** What this task involves **
Return each record verbatim, images excluded.

**** Material provided

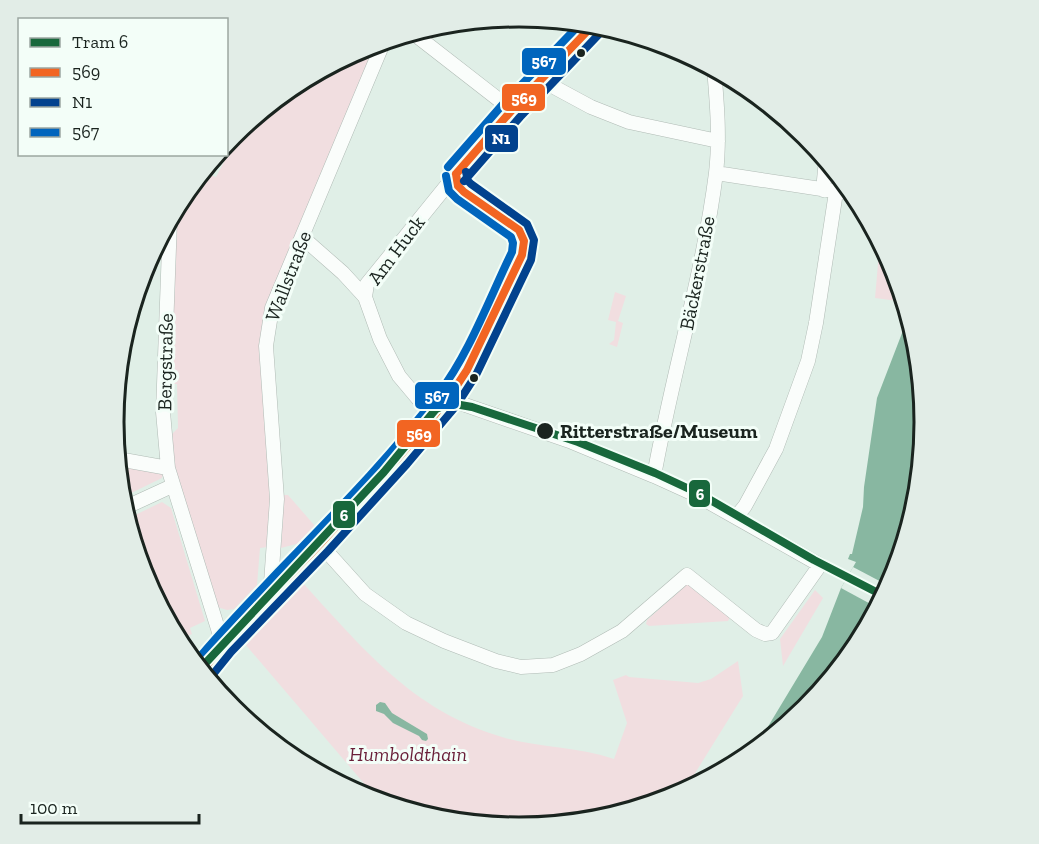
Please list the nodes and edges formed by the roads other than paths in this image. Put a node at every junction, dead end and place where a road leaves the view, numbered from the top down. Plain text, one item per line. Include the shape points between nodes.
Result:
1 (586, 33) edge
2 (425, 38) edge
3 (379, 53) edge
4 (715, 79) edge
5 (541, 80) junction
6 (512, 110) junction
7 (718, 141) junction
8 (716, 172) junction
9 (456, 174) junction
10 (828, 176) edge
11 (829, 191) junction
12 (840, 192) edge
13 (302, 237) junction
14 (169, 239) edge
15 (365, 297) junction
16 (448, 399) junction
17 (425, 407) dead end
18 (126, 461) edge
19 (168, 468) junction
20 (654, 476) junction
21 (172, 486) junction
22 (133, 504) edge
23 (735, 517) junction
24 (320, 544) junction
25 (270, 597) junction
26 (223, 645) junction
27 (208, 664) edge

1 - 5 street
2 - 6 street
3 - 13 street, Wallstraße
4 - 7 street, Bäckerstraße
5 - 6 street
5 - 7 street via 628,122
6 - 9 street
7 - 8 street, Bäckerstraße
8 - 11 street
8 - 20 street, Bäckerstraße
9 - 15 street, Am Huck via 367,284
9 - 16 street via 458,186 464,192 519,230 524,241 522,255 467,370
10 - 11 street
11 - 12 street
11 - 23 street via 816,323 808,361 776,450
13 - 15 street
13 - 25 street, Wallstraße via 272,308 266,346 277,499
14 - 19 street, Bergstraße via 164,412
15 - 17 street via 399,376
16 - 20 street via 572,442
16 - 24 street
18 - 19 street
19 - 21 street, Bergstraße
20 - 23 street
21 - 22 street
21 - 26 street, Bergstraße
23 - 24 street via 820,565 772,633 756,630 687,575 622,631 553,665 521,667 496,661 406,623 365,594
24 - 25 street
25 - 26 street
26 - 27 street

********

** Expected answer **
Please list the nodes and edges formed by the roads other than paths in this image. Put a node at every junction, dead end and place where a road leaves the view, numbered from the top down. Plain text, one item per line. Include the shape points between nodes.
Result:
1 (586, 33) edge
2 (425, 38) edge
3 (379, 53) edge
4 (715, 79) edge
5 (541, 80) junction
6 (512, 110) junction
7 (718, 141) junction
8 (716, 172) junction
9 (456, 174) junction
10 (828, 176) edge
11 (829, 191) junction
12 (840, 192) edge
13 (302, 237) junction
14 (169, 239) edge
15 (365, 297) junction
16 (448, 399) junction
17 (425, 407) dead end
18 (126, 461) edge
19 (168, 468) junction
20 (654, 476) junction
21 (172, 486) junction
22 (133, 504) edge
23 (735, 517) junction
24 (320, 544) junction
25 (270, 597) junction
26 (223, 645) junction
27 (208, 664) edge

1 - 5 street
2 - 6 street
3 - 13 street, Wallstraße
4 - 7 street, Bäckerstraße
5 - 6 street
5 - 7 street via 628,122
6 - 9 street
7 - 8 street, Bäckerstraße
8 - 11 street
8 - 20 street, Bäckerstraße
9 - 15 street, Am Huck via 367,284
9 - 16 street via 458,186 464,192 519,230 524,241 522,255 467,370
10 - 11 street
11 - 12 street
11 - 23 street via 816,323 808,361 776,450
13 - 15 street
13 - 25 street, Wallstraße via 272,308 266,346 277,499
14 - 19 street, Bergstraße via 164,412
15 - 17 street via 399,376
16 - 20 street via 572,442
16 - 24 street
18 - 19 street
19 - 21 street, Bergstraße
20 - 23 street
21 - 22 street
21 - 26 street, Bergstraße
23 - 24 street via 820,565 772,633 756,630 687,575 622,631 553,665 521,667 496,661 406,623 365,594
24 - 25 street
25 - 26 street
26 - 27 street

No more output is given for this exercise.